### Problem
Search the records below for the string "Write" and copy each line where it turns up.

*** Opening Exercise input ***

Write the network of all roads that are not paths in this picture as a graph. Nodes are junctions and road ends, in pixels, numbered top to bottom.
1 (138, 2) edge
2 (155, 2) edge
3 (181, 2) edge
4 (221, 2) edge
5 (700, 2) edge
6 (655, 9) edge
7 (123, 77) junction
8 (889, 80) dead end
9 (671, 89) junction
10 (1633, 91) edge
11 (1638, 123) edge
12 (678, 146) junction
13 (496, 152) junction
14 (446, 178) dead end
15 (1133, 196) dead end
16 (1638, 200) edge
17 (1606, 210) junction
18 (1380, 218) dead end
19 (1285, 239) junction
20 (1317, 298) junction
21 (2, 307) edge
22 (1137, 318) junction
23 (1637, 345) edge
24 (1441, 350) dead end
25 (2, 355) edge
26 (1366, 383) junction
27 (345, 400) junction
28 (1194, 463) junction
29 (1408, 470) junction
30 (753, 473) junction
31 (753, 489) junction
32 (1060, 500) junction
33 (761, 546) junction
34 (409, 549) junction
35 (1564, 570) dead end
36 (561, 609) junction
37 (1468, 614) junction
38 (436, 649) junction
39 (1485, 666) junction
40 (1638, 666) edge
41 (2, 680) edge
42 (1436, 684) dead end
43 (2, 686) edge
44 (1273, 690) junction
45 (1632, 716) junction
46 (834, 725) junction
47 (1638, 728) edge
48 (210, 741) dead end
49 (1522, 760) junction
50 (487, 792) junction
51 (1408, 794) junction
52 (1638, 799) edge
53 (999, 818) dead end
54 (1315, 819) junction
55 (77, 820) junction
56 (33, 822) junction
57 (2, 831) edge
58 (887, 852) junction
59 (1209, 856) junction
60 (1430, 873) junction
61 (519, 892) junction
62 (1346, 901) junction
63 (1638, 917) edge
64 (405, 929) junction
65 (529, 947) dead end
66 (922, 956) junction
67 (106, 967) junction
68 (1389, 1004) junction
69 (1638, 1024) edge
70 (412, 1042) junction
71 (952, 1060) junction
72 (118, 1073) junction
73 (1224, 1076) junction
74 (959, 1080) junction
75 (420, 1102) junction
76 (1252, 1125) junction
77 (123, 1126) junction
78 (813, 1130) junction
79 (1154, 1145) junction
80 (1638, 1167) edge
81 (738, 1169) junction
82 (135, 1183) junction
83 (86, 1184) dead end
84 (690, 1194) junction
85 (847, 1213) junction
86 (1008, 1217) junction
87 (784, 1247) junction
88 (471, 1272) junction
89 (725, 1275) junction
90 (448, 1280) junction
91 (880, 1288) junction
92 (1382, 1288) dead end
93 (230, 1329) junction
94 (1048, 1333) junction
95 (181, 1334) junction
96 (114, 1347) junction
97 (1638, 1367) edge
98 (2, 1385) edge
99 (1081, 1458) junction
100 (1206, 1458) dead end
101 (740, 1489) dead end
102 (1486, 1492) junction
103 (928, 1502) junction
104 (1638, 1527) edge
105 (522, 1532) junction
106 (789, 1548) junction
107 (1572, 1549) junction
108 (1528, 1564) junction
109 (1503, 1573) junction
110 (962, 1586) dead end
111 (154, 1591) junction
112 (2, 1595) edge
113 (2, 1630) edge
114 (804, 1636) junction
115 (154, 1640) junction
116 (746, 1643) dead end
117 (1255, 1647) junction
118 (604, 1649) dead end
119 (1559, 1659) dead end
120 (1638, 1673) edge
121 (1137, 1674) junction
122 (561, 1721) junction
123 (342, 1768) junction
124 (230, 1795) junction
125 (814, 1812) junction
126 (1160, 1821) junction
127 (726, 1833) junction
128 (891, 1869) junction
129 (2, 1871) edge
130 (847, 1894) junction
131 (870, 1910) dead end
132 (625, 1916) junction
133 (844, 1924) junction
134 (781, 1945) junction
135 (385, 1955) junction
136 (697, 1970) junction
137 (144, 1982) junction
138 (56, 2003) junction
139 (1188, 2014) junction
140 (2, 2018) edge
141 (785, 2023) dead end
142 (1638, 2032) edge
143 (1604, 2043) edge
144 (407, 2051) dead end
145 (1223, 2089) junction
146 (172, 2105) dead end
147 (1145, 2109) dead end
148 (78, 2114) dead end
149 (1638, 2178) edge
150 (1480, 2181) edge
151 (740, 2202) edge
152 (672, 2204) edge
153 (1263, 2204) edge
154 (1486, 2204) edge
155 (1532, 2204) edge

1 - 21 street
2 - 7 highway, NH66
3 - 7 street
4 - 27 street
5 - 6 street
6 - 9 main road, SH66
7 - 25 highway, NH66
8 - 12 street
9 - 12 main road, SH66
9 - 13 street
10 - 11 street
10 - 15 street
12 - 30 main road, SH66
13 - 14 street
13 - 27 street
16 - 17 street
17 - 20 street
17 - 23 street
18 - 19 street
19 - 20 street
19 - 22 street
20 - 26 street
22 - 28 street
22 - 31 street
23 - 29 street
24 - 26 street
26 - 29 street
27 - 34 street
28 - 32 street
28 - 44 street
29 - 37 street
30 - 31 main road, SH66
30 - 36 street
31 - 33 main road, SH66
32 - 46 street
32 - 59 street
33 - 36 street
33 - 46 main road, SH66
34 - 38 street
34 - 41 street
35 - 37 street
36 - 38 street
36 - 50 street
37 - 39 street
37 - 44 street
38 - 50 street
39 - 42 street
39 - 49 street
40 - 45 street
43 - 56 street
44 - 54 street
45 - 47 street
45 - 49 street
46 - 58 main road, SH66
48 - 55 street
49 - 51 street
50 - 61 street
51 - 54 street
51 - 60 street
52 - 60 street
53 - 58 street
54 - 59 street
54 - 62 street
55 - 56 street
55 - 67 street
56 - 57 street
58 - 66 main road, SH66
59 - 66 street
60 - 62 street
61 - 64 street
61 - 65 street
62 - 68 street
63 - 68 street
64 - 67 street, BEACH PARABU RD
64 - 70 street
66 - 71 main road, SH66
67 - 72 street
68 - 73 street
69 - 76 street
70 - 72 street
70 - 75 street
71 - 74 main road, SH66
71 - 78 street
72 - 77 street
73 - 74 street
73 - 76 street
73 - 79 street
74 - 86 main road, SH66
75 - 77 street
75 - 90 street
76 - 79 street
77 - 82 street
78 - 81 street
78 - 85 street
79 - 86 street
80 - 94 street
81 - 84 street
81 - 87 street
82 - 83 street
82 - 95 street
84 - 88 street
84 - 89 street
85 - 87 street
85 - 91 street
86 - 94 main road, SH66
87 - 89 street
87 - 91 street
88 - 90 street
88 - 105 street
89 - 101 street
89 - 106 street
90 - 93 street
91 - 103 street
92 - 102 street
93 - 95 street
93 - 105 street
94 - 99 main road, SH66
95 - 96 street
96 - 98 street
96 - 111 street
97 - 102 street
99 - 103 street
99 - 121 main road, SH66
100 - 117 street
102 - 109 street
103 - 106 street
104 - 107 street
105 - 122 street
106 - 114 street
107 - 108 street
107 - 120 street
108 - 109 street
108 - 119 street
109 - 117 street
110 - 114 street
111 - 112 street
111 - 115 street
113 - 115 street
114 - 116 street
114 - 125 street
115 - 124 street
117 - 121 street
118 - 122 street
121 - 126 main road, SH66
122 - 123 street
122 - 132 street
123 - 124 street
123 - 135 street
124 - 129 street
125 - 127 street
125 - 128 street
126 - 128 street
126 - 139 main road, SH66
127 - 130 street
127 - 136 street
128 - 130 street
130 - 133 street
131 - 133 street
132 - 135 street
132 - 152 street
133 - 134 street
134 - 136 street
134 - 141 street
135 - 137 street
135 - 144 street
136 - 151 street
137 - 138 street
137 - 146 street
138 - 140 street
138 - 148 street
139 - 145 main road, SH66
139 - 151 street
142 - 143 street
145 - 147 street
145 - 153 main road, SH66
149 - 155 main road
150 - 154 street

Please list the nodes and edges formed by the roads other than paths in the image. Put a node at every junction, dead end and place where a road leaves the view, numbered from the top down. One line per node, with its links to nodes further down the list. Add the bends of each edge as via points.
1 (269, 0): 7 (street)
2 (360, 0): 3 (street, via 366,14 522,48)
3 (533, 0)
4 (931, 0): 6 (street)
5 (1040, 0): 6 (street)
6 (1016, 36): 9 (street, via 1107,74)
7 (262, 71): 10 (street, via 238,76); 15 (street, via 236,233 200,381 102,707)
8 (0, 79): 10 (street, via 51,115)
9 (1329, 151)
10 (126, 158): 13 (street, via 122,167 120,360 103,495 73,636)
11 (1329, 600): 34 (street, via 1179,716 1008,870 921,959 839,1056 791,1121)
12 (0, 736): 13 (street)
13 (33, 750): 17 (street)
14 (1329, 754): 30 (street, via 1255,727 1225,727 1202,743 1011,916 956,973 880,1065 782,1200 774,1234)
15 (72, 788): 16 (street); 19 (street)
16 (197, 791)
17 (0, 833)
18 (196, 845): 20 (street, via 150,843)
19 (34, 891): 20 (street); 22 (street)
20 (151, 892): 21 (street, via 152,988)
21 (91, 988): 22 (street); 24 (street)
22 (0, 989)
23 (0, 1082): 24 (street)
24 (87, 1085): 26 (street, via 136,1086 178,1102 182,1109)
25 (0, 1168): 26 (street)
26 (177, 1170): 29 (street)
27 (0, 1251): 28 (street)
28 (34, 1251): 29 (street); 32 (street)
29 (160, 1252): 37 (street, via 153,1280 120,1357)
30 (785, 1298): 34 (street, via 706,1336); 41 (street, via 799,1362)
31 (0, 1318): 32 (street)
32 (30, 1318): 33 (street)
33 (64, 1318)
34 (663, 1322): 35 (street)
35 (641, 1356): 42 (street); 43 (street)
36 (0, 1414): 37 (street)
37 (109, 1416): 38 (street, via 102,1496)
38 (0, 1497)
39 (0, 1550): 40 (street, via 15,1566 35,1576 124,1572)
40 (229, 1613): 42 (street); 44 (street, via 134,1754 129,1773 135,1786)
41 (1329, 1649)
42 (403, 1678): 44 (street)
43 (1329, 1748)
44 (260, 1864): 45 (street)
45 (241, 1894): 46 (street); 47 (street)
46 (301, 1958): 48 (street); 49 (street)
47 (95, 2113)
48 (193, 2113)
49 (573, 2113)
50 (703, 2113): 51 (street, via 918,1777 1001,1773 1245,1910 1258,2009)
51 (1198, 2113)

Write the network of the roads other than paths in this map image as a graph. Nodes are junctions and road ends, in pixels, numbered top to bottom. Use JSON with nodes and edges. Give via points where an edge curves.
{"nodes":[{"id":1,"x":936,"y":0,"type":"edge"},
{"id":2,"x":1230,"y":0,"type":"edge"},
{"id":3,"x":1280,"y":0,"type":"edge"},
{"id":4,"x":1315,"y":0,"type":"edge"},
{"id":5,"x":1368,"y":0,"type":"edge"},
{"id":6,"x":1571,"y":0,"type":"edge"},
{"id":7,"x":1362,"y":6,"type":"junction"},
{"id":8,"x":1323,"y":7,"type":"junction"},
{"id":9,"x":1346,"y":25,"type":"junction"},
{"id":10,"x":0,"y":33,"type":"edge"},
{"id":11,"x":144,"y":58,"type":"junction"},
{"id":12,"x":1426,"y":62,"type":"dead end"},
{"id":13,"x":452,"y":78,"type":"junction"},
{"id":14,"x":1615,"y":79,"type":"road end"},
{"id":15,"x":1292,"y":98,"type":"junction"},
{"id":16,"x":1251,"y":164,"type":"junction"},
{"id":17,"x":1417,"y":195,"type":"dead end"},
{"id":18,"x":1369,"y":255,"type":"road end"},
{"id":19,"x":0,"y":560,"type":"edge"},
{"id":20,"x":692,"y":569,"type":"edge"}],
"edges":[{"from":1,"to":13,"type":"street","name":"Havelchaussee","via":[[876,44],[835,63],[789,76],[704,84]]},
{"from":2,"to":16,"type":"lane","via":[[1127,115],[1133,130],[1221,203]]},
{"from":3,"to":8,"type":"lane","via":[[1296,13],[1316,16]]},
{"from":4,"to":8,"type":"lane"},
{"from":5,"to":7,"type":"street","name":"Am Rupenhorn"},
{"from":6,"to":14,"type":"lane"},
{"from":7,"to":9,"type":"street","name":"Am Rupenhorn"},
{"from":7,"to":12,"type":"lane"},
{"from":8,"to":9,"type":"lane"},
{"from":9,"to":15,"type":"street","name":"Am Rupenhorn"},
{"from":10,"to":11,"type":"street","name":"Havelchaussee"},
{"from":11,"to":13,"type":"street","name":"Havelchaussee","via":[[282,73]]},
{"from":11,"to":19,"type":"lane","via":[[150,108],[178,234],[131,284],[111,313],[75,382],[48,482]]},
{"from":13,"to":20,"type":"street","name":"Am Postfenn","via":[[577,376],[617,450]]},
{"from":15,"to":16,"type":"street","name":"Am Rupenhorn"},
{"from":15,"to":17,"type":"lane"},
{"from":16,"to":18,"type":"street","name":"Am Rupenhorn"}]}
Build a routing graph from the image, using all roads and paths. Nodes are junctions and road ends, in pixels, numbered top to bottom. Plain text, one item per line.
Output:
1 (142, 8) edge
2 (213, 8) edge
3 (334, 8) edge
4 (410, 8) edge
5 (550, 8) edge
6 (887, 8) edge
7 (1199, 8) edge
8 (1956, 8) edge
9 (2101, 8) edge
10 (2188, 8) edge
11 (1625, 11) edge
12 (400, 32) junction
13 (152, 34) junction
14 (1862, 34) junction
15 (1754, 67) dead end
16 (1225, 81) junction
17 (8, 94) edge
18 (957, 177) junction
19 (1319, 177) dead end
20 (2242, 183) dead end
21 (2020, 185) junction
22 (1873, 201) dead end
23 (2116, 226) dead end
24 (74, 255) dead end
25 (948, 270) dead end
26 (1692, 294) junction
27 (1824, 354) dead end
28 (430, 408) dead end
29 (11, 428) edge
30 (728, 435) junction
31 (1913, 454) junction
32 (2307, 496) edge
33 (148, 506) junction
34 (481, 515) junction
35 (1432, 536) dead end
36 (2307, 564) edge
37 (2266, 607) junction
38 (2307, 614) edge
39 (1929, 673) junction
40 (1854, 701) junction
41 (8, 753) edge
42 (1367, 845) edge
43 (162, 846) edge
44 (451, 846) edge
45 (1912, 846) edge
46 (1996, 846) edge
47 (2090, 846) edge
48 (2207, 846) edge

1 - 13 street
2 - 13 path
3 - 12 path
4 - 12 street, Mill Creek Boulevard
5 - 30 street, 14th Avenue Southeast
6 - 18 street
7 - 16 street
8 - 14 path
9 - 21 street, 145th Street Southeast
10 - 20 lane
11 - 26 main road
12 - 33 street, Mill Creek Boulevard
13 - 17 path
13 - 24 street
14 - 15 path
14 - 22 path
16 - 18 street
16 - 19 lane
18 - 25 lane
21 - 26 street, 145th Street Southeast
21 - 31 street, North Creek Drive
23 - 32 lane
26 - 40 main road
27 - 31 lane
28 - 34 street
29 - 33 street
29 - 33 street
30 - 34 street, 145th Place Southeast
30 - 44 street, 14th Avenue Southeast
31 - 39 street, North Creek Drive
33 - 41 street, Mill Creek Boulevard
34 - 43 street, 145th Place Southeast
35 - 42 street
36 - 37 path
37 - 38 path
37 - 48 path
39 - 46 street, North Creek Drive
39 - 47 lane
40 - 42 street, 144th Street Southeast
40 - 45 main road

*** Closing Exercise input ***

### Answer for this exercise
Write the network of all roads that are not paths in this picture as a graph. Nodes are junctions and road ends, in pixels, numbered top to bottom.
Write the network of the roads other than paths in this map image as a graph. Nodes are junctions and road ends, in pixels, numbered top to bottom. Use JSON with nodes and edges. Give via points where an edge curves.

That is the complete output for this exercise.